Today, robotic systems have become indispensable in factories and production halls. In addition, they hold great potential when it comes to supporting people in everyday life, working in hostile environments, or exploring the oceans and outer space. However, the variety of applications requires increasingly complex and powerful robots with a development process that calls for the involvement of specialists from a wide range of disciplines: from mechanics and designers to electrical engineers, computer scientists and experts in artificial intelligence. This is a particular problem for small and medium-sized enterprises, which can afford neither the necessary expertise nor the costly acquisition of the systems.
An innovative solution developed by the DFKI Robotics Innovation Center in the Q-Rock project promises significantly simplified and optimized robot development. In future, this solution shall allow even inexperienced users to design robots tailored to their own needs. The approach is based on a theoretical model that realizes the system design through a holistic process: On the one hand, the robot itself can explore the skills he’s able to perform based on its hardware. On the other hand, for a given task, all system that have the necessary skills to perform the task can be identified. To achieve this, the Bremen researchers successfully combined sub-symbolic artificial intelligence methods such as machine learning with symbolic methods such as structural reasoning. The project also builds on the extensive database of the predecessor project D-Rock. The database combines modeled software with hardware and behavioral models and has been continuously extended in Q-Rock. In addition, it supports robot development through comprehensive modularization – i.e., the flexible use and efficient reusability of components.
Starting from the modular description of a robot, the exploration of the system’s capabilities takes place completely independently due to machine learning methods. In the case of very complex systems, the capabilities of subcomponents – e.g., a single sensor or joint – are first determined to derive the capabilities of the overall system. With the help of further machine learning methods and based on the software models contained in the database, the learned capabilities are then automatically grouped into functional units. Together with a semantic description, they result in so-called cognitive cores, which serve as building blocks for more complex behavior. These contain the link between the capabilities of a piece of hardware – e.g., the kinematics of a robot arm– and the resulting possible meaning in the behavior, such as grasping an object. To generate very complex robot behavior consisting of many individual actions, e.g., opening a door, different cognitive cores can be combined. Structural reasoning can then be used to map the behavioral building blocks back to the hardware.
For easy access to the Q-Rock system, the DFKI researchers designed a user-friendly web interface.

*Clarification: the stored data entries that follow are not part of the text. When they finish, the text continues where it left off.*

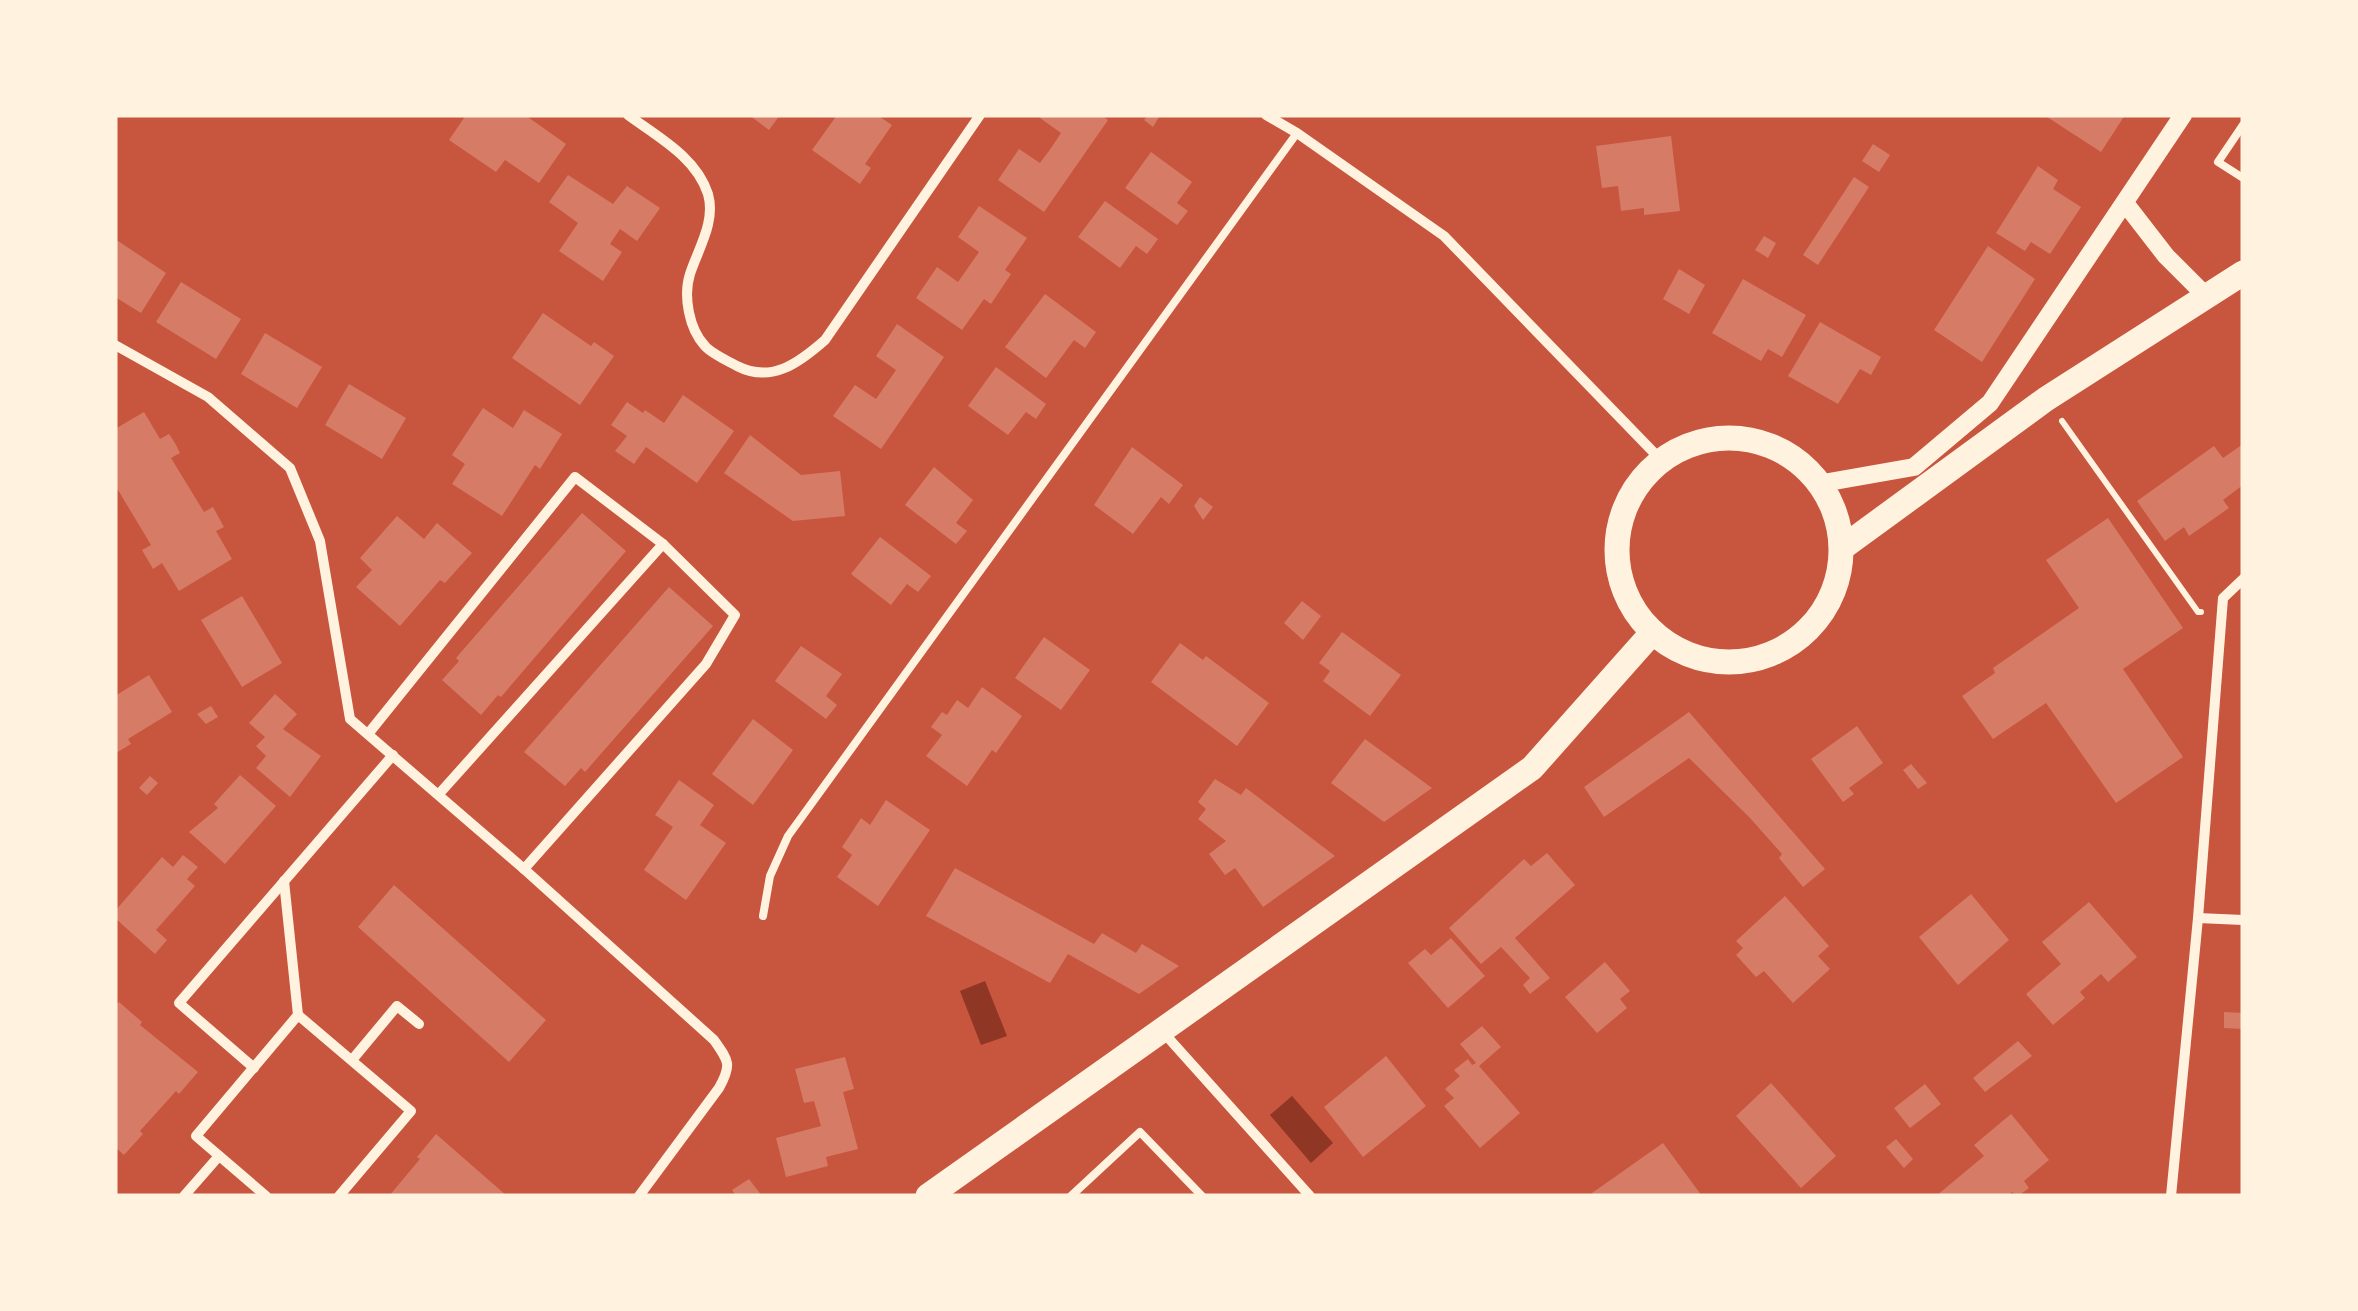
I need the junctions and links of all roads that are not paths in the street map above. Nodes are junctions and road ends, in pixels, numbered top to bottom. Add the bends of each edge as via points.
1 (628, 115) edge
2 (980, 115) edge
3 (1266, 115) edge
4 (2183, 115) edge
5 (2243, 124) edge
6 (1297, 133) junction
7 (2243, 178) edge
8 (2124, 202) junction
9 (2243, 273) edge
10 (2243, 287) edge
11 (2207, 296) junction
12 (115, 345) edge
13 (1661, 460) junction
14 (1823, 483) junction
15 (663, 544) junction
16 (1842, 548) junction
17 (2243, 579) edge
18 (1652, 633) junction
19 (368, 734) junction
20 (393, 755) junction
21 (439, 794) junction
22 (524, 869) junction
23 (284, 881) junction
24 (764, 916) dead end
25 (2198, 918) junction
26 (2243, 920) edge
27 (298, 1015) junction
28 (419, 1024) dead end
29 (1162, 1031) junction
30 (352, 1060) junction
31 (254, 1068) junction
32 (219, 1156) junction
33 (184, 1196) edge
34 (266, 1196) edge
35 (339, 1196) edge
36 (639, 1196) edge
37 (928, 1196) edge
38 (1072, 1196) edge
39 (1202, 1196) edge
40 (1310, 1196) edge
41 (2171, 1196) edge

1 - 2 street via 696,169 709,198 708,229 688,278 688,314 705,346 741,369 769,374 802,361 825,340
3 - 6 street
4 - 8 street
5 - 7 lane via 2218,162
6 - 13 street via 1444,236
6 - 24 lane via 788,836 770,876
8 - 11 street
8 - 14 street via 1990,403 1914,467
9 - 11 main road
10 - 11 main road
11 - 16 main road via 2046,399
12 - 19 street via 208,397 290,468 320,541 350,720
13 - 14 main road via 1695,442 1733,438 1770,445
13 - 18 main road via 1626,504 1616,558 1622,586
14 - 16 main road
15 - 19 street via 575,477
15 - 21 street
15 - 22 street via 734,615 706,664
16 - 18 main road via 1836,585 1822,613 1792,644 1757,659 1720,662 1684,654
17 - 25 street via 2224,598
18 - 29 main road via 1532,768
19 - 20 street
20 - 21 street
20 - 23 street
21 - 22 street
22 - 36 street via 714,1040 728,1060 719,1088
23 - 27 street
23 - 31 street via 179,1002
25 - 26 street
25 - 41 street
27 - 30 street
27 - 31 street
28 - 30 street via 397,1006
29 - 37 main road
29 - 40 street
30 - 35 street via 411,1111
31 - 32 street via 196,1136
32 - 33 street
32 - 34 street
38 - 39 lane via 1140,1132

This allows users to specify the task to be performed by the robot, environmental conditions and requirements for the system's behavior via a menu selection. The program then automatically suggests suitable hardware combinations. In addition, users can create their own robots from the component models contained in the database according to the modular design principle. The exploration of robot capabilities triggered by this automatically determines which tasks the system can perform based on its hardware. In this way, users can draw on the full range of capabilities of the newly designed robot.
Prof. Dr. Dr. h.c. Frank Kirchner, head of the DFKI Robotics Innovation Center: "Q-Rock is a success from several points of view: on the one hand, we have succeeded in taking an important step towards so-called 'integrated AI solutions' by combining symbolic and sub-symbolic methods of artificial intelligence. Secondly, as a key technology, the new system will make entirely new design and planning processes for robotic applications feasible and enable companies to use robotic systems that previously could not afford to do so for reasons of complexity and cost."
The BMBF funded the project with approximately 3.17 million euros over a period of three years. On September 27, 2021, Q-Rock was presented to the Scientific Advisory Board of the DFKI and received a very positive evaluation. In particular, it was praised for its revolutionary and ambitious approach and very good results. The Scientific Advisory Board is composed of internationally renowned researchers. It regularly evaluates the progress and success of DFKI projects funded by the BMBF.
The M-Rock project of the Robotics Innovation Center, which is also funded by the BMBF, follows on from the successfully completed Q-Rock. It started on August 1, 2021, and aims to further optimize robot development by using explicit and implicit feedback from users. For example, the use of electroencephalography (EEG) of the interacting human should enable the systems to adapt even better to individual requirements and preferences.